Tuesday, 29 September 2015

The first draft of Jeremy Corbyn's remarks on the subject of Scotland in his address to the Labour Party Conference 2015

"Comrades

"The people have spoken. I have been elected with an unprecedented mandate to bring change to our party and to our country. Today offers us an historic opportunity to set aside the past and debate the new course that will lead us to a brighter future.

"I stand before you on this podium having been propelled here by the votes of 251,417 members, supporters and affiliates. But let us not forget another people have spoken. The people of Scotland have rejected us.

"It would be easy for me to stand here and patronise the Scots for the supreme folly of abandoning our party. It would be easy for me to castigate the SNP administration in Edinburgh with a series of casual and cynical inaccuracies and misrepresentations. It would be easy for me to cast them in a variety of villainous roles, caricatures that originate only in our own imagination. I am confident I would reap the applause of those whose tribal animosities are confirmed by my doing so.

"But we have an historic opportunity for change. We have a window of opportunity. We must seize that opportunity, take our chances, before that window closes once more for a generation. We must open up to those who now sit to the left of us on the green benches, and who have occupied a position to the left of us ideologically for some time now.

"We must be humble. If we want to lead in Scotland, we must learn to follow. Mobilisation of a formidable grass roots movement in England gives us no right to usurp the movement that already exists in Scotland. We must kick the habit of complacency and condescension and entitlement for which we have been punished repeatedly at the ballot box in Scotland.

"Keir Hardie did not found this party only for it to be used by the British State to manage communities ravaged by inter-generational post-imperial decline with empty rhetoric and broken promises.

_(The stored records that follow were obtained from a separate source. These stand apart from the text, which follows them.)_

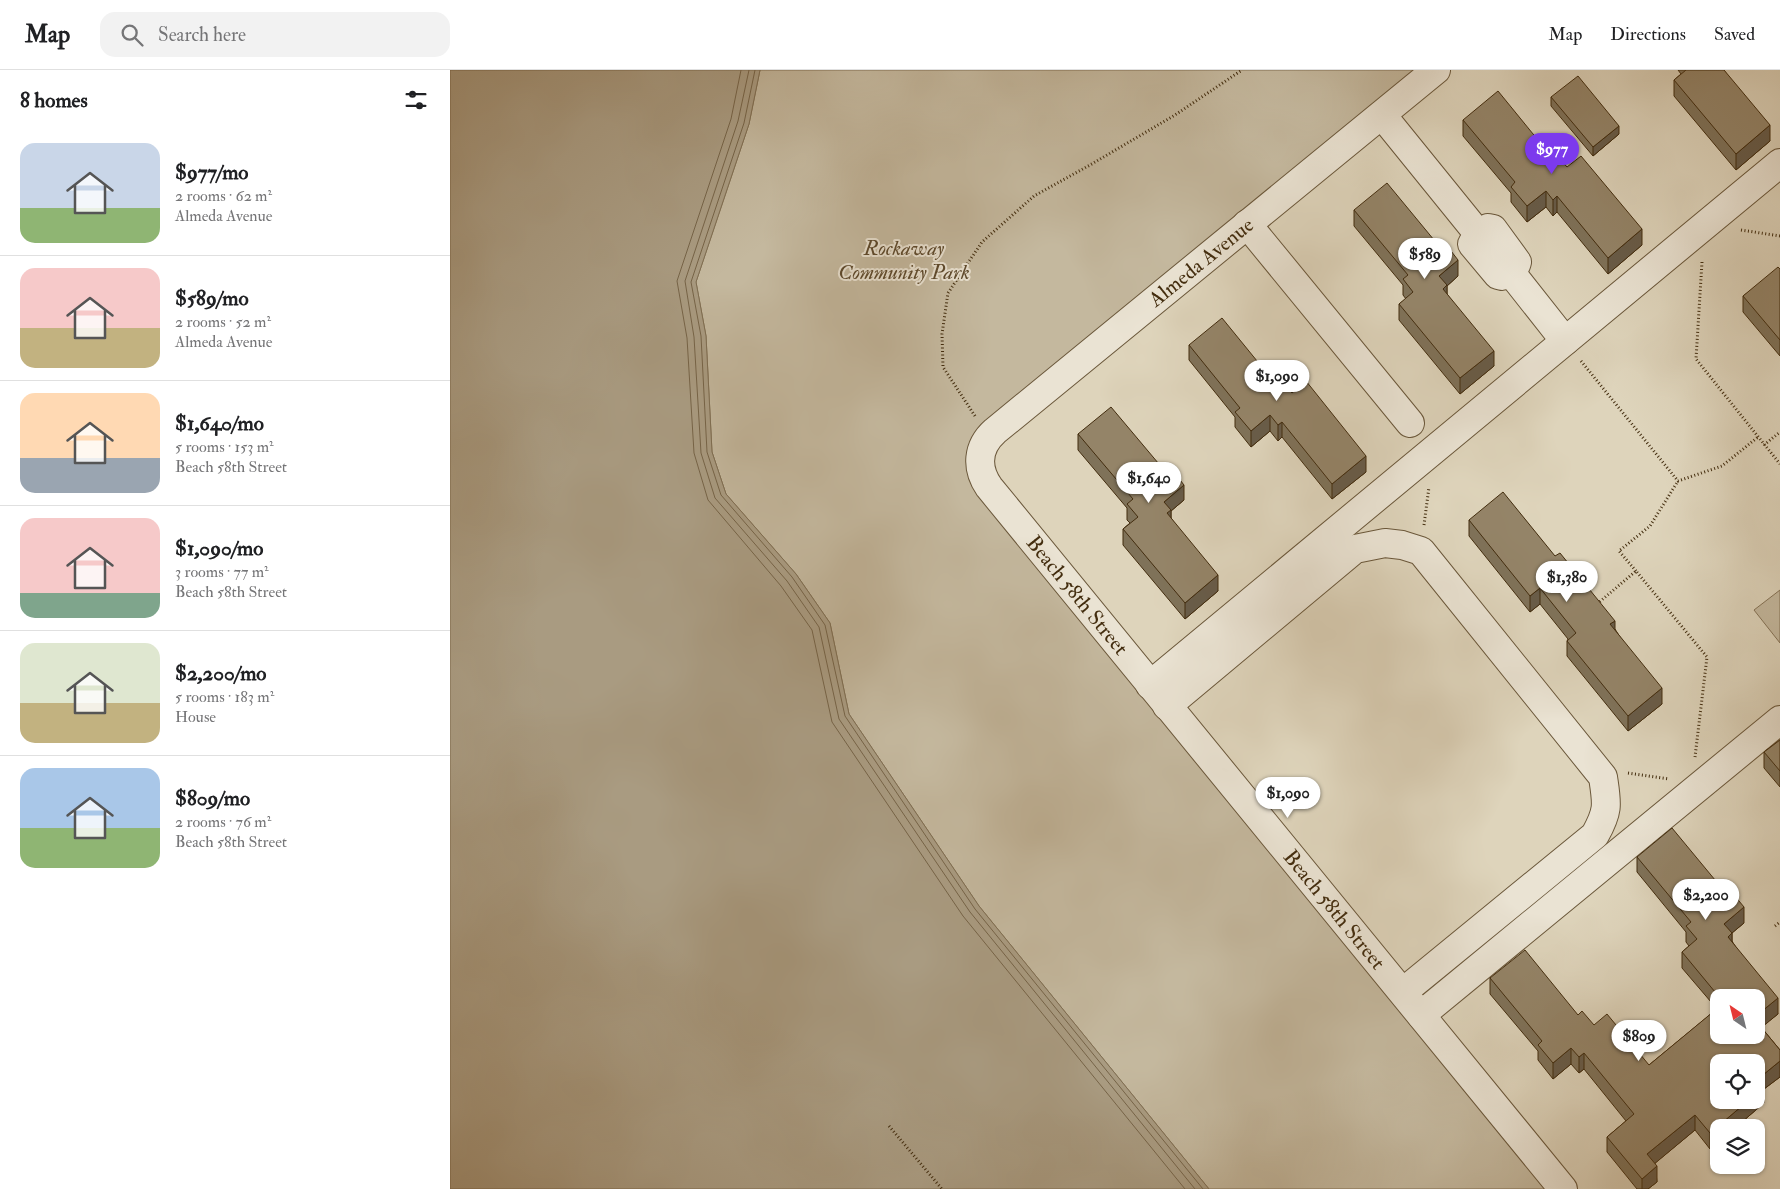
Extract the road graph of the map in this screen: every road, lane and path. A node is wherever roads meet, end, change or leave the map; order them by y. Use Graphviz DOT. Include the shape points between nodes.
graph roads {
  1 [pos="1242,70"];
  2 [pos="1436,70"];
  3 [pos="1382,115"];
  4 [pos="1780,163"];
  5 [pos="1247,224"];
  6 [pos="1706,224"];
  7 [pos="1780,236"];
  8 [pos="1565,341"];
  9 [pos="1410,423"];
  10 [pos="1780,432"];
  11 [pos="988,437"];
  12 [pos="1758,437"];
  13 [pos="1764,444"];
  14 [pos="1423,458"];
  15 [pos="1780,464"];
  16 [pos="1678,481"];
  17 [pos="1421,551"];
  18 [pos="1636,571"];
  19 [pos="1598,604"];
  20 [pos="1150,685"];
  21 [pos="1167,706"];
  22 [pos="1780,720"];
  23 [pos="1603,777"];
  24 [pos="1697,788"];
  25 [pos="1780,922"];
  26 [pos="1775,926"];
  27 [pos="1402,992"];
  28 [pos="1421,1015"];
  29 [pos="889,1126"];
  30 [pos="942,1189"];
  31 [pos="1563,1189"];
  1 -- 11 [label="path" via="1175,115 1034,196 982,242 948,292 942,342 943,367"];
  2 -- 3 [label="street, Almeda Avenue"];
  3 -- 5 [label="street, Almeda Avenue"];
  3 -- 8 [label="street" via="1480,236 1488,228 1493,229 1516,260 1516,265 1509,270"];
  4 -- 6 [label="street"];
  5 -- 9 [label="street"];
  5 -- 11 [label="street, Almeda Avenue"];
  6 -- 7 [label="path"];
  6 -- 8 [label="street"];
  6 -- 12 [label="path" via="1696,359"];
  8 -- 14 [label="street"];
  8 -- 16 [label="path"];
  10 -- 13 [label="path"];
  11 -- 20 [label="street, Beach 58th Street" via="983,445 980,464 989,487"];
  12 -- 13 [label="path"];
  12 -- 16 [label="path" via="1722,466"];
  13 -- 15 [label="path"];
  14 -- 17 [label="path" via="1430,470"];
  14 -- 20 [label="street"];
  16 -- 18 [label="path" via="1650,526 1620,551"];
  17 -- 21 [label="street" via="1385,543 1355,549"];
  17 -- 23 [label="street"];
  18 -- 19 [label="path"];
  18 -- 24 [label="path" via="1707,658 1694,769"];
  20 -- 21 [label="street, Beach 58th Street"];
  21 -- 27 [label="street, Beach 58th Street"];
  22 -- 24 [label="street"];
  23 -- 24 [label="path" via="1623,772 1677,780"];
  23 -- 27 [label="street" via="1607,802 1605,818 1596,835"];
  24 -- 28 [label="street"];
  25 -- 26 [label="path"];
  27 -- 28 [label="street, Beach 58th Street"];
  28 -- 31 [label="street, Beach 58th Street"];
  29 -- 30 [label="path"];
}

But in Scotland that is what we have become. We offer beads and blankets to the natives while feathering our own nests.

"Keir Hardie spoke of 'Home Rule' for Scotland, yet we took that phrase and twisted and perverted it to form the basis of the 'Vow' with which we conned  the people of Scotland into thinking a No vote was a vote for change in the Independence referendum last year. We must offer our confession in all humility, we must admit to ourselves and to the people of Scotland that we stood on the wrong side during that campaign, and in doing so revealed what we have been doing for generations: the dirty work of the British State.

"So let there be no talk of 'winning back' Scotland, as though it were a possession of which we have been temporarily deprived. Let there be no talk of voters 'coming home' to Labour, as though they were errant children unable to decide things for themselves. If we want to move on from the disasters that have befallen us in Scotland we must first acknowledge and take responsibility for those faults that led to them.

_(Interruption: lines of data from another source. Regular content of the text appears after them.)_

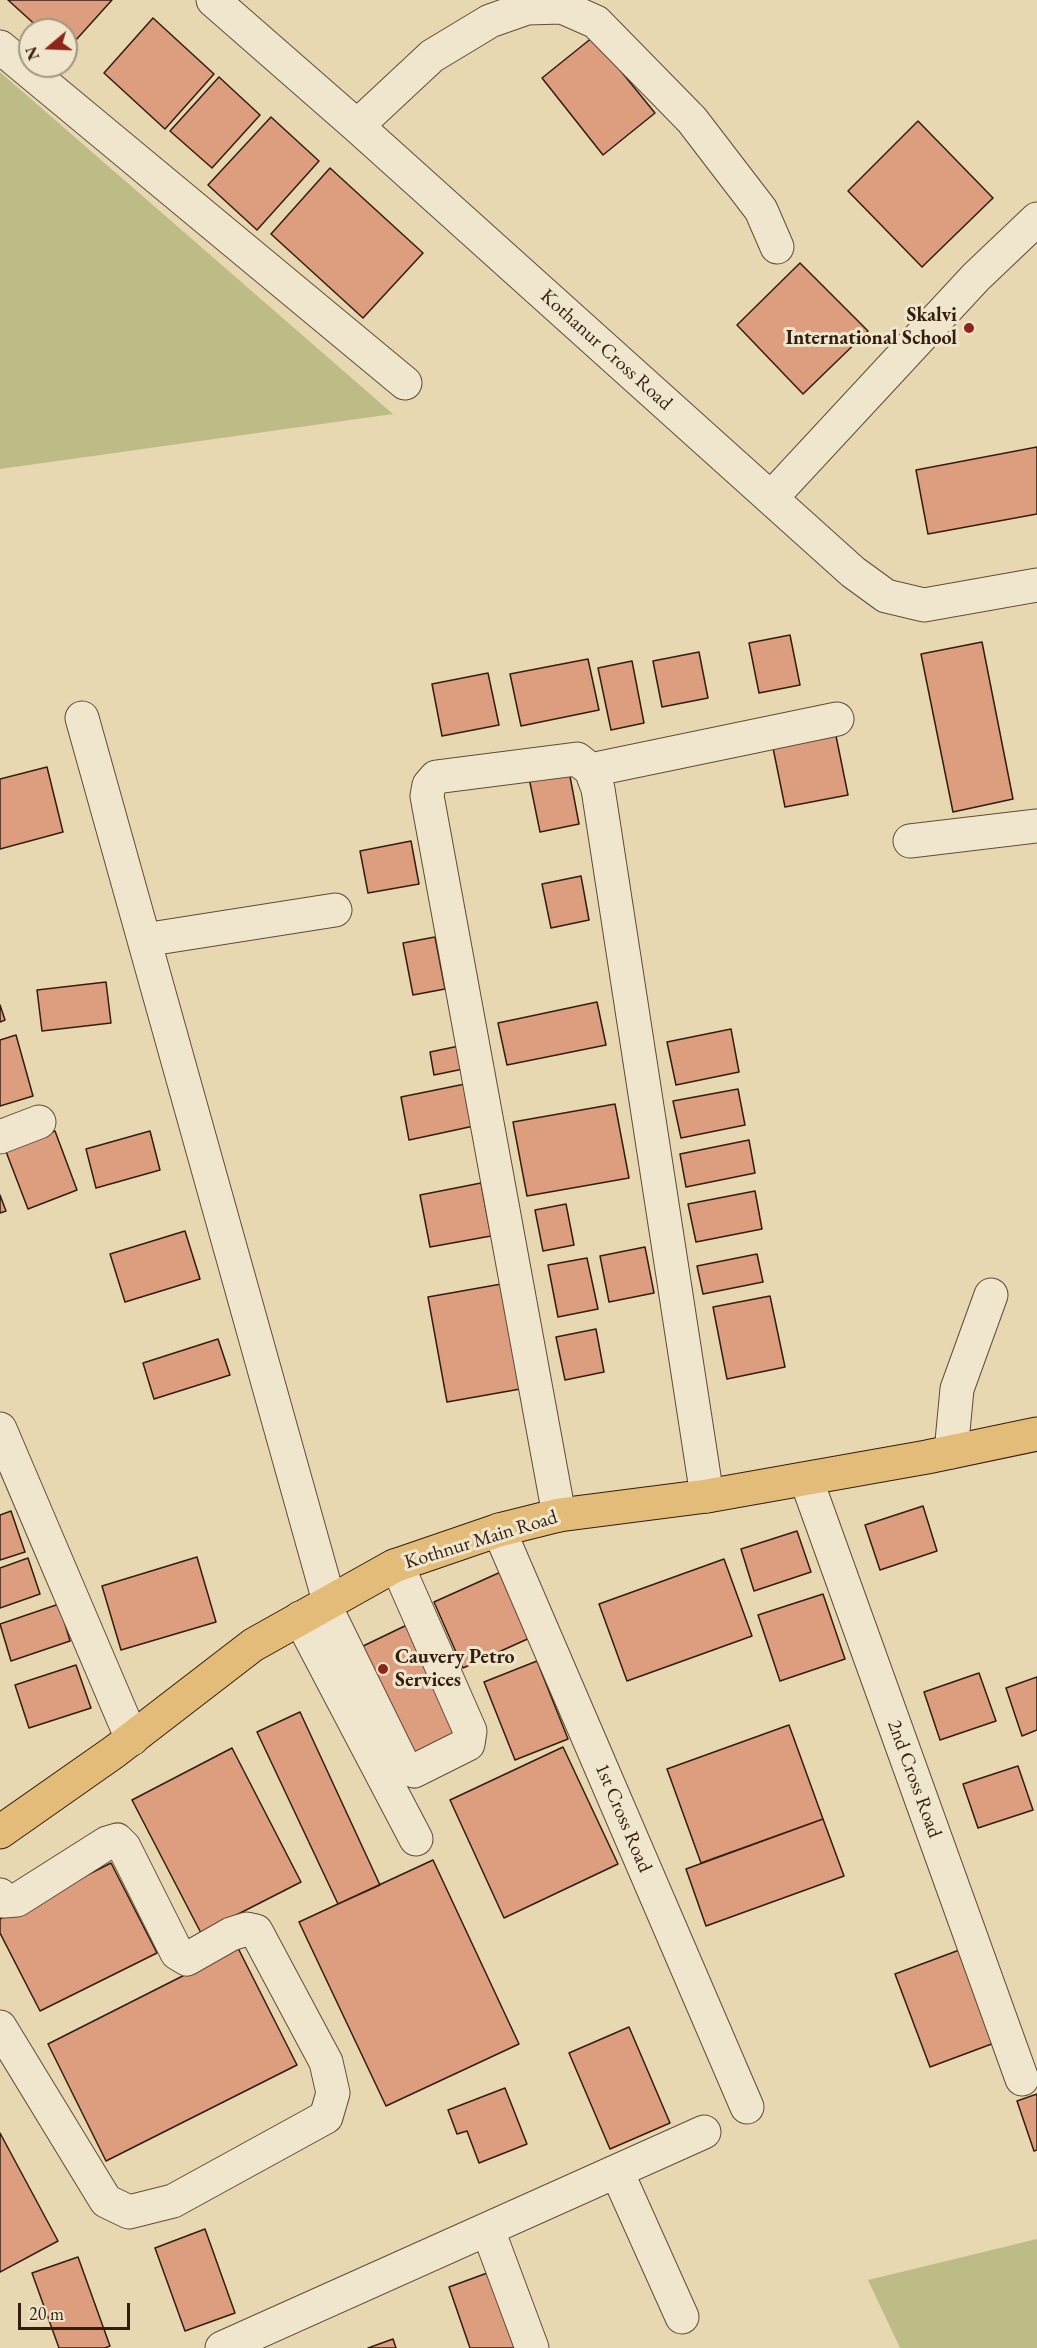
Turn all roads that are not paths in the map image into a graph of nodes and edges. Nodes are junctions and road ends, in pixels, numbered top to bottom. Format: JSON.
{"nodes":[{"id":1,"x":213,"y":0,"type":"edge"},
{"id":2,"x":0,"y":46,"type":"edge"},
{"id":3,"x":357,"y":126,"type":"junction"},
{"id":4,"x":1037,"y":219,"type":"edge"},
{"id":5,"x":777,"y":247,"type":"dead end"},
{"id":6,"x":405,"y":383,"type":"dead end"},
{"id":7,"x":771,"y":498,"type":"junction"},
{"id":8,"x":1037,"y":585,"type":"edge"},
{"id":9,"x":82,"y":718,"type":"dead end"},
{"id":10,"x":837,"y":719,"type":"dead end"},
{"id":11,"x":591,"y":770,"type":"junction"},
{"id":12,"x":1037,"y":826,"type":"edge"},
{"id":13,"x":910,"y":841,"type":"dead end"},
{"id":14,"x":335,"y":910,"type":"dead end"},
{"id":15,"x":144,"y":940,"type":"junction"},
{"id":16,"x":39,"y":1122,"type":"dead end"},
{"id":17,"x":0,"y":1137,"type":"edge"},
{"id":18,"x":991,"y":1295,"type":"dead end"},
{"id":19,"x":0,"y":1429,"type":"edge"},
{"id":20,"x":1037,"y":1434,"type":"edge"},
{"id":21,"x":951,"y":1452,"type":"junction"},
{"id":22,"x":806,"y":1479,"type":"junction"},
{"id":23,"x":707,"y":1496,"type":"junction"},
{"id":24,"x":559,"y":1515,"type":"junction"},
{"id":25,"x":499,"y":1530,"type":"junction"},
{"id":26,"x":397,"y":1564,"type":"junction"},
{"id":27,"x":318,"y":1608,"type":"junction"},
{"id":28,"x":132,"y":1739,"type":"junction"},
{"id":29,"x":0,"y":1832,"type":"edge"},
{"id":30,"x":416,"y":1839,"type":"dead end"},
{"id":31,"x":0,"y":1895,"type":"edge"},
{"id":32,"x":0,"y":2027,"type":"edge"},
{"id":33,"x":1022,"y":2079,"type":"dead end"},
{"id":34,"x":747,"y":2107,"type":"dead end"},
{"id":35,"x":704,"y":2132,"type":"dead end"},
{"id":36,"x":617,"y":2172,"type":"junction"},
{"id":37,"x":488,"y":2230,"type":"junction"},
{"id":38,"x":682,"y":2317,"type":"dead end"},
{"id":39,"x":222,"y":2348,"type":"edge"},
{"id":40,"x":532,"y":2348,"type":"edge"}],
"edges":[{"from":1,"to":3,"type":"street","name":"Kothanur Cross Road"},
{"from":2,"to":6,"type":"street"},
{"from":3,"to":5,"type":"street"},
{"from":3,"to":7,"type":"street","name":"Kothanur Cross Road"},
{"from":4,"to":7,"type":"street"},
{"from":7,"to":8,"type":"street","name":"Kothanur Cross Road"},
{"from":9,"to":15,"type":"street"},
{"from":10,"to":11,"type":"street"},
{"from":11,"to":23,"type":"street"},
{"from":11,"to":24,"type":"street"},
{"from":12,"to":13,"type":"street"},
{"from":14,"to":15,"type":"street"},
{"from":15,"to":27,"type":"street"},
{"from":16,"to":17,"type":"street"},
{"from":18,"to":21,"type":"street"},
{"from":19,"to":28,"type":"street"},
{"from":20,"to":21,"type":"main road","name":"Kothnur Main Road"},
{"from":21,"to":22,"type":"main road","name":"Kothnur Main Road"},
{"from":22,"to":23,"type":"main road","name":"Kothnur Main Road"},
{"from":22,"to":33,"type":"street","name":"2nd Cross Road"},
{"from":23,"to":24,"type":"main road","name":"Kothnur Main Road"},
{"from":24,"to":25,"type":"main road","name":"Kothnur Main Road"},
{"from":25,"to":26,"type":"main road","name":"Kothnur Main Road"},
{"from":25,"to":34,"type":"street","name":"1st Cross Road"},
{"from":26,"to":27,"type":"main road","name":"Kothnur Main Road"},
{"from":26,"to":27,"type":"street"},
{"from":27,"to":28,"type":"main road","name":"Kothnur Main Road"},
{"from":27,"to":30,"type":"street"},
{"from":28,"to":29,"type":"main road","name":"Kothnur Main Road"},
{"from":31,"to":32,"type":"street"},
{"from":35,"to":36,"type":"street"},
{"from":36,"to":37,"type":"street"},
{"from":36,"to":38,"type":"street"},
{"from":37,"to":39,"type":"street"},
{"from":37,"to":40,"type":"street"}]}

"We do not own the opposition benches. I cannot rely on the mandate given to me by the voters while ignoring the mandate given to those with whom we share those benches. Let us not act as though we hold a monopoly on ideas, as though we are the doorman at the 'anti-austerity' club, as though we have unique and privileged access to some oracle that describes how to achieve social justice. Where we find common cause let us make concerted effort.  Let us not quibble over credentials then fail to act. Let us oppose, not abstain.

"Let us rid this land of the obscenity of Trident. Let us topple the grotesque totems and confound the deceitful shibboleths of the warmongers. Let us turn away the arms dealers from our shores and welcome the refugees that flee their guns. 

"I will work with, not against, the SNP, who provide the 56 members with whom we share the green benches, to achieve this. And I recognise the sovereign right of the people of Scotland who elected them to decide for themselves their best form of government."

(History records that this first draft was discarded and in the final draft the leader's position reverted to the one adopted by previous leaders with respect to the question of what to do about Scotland)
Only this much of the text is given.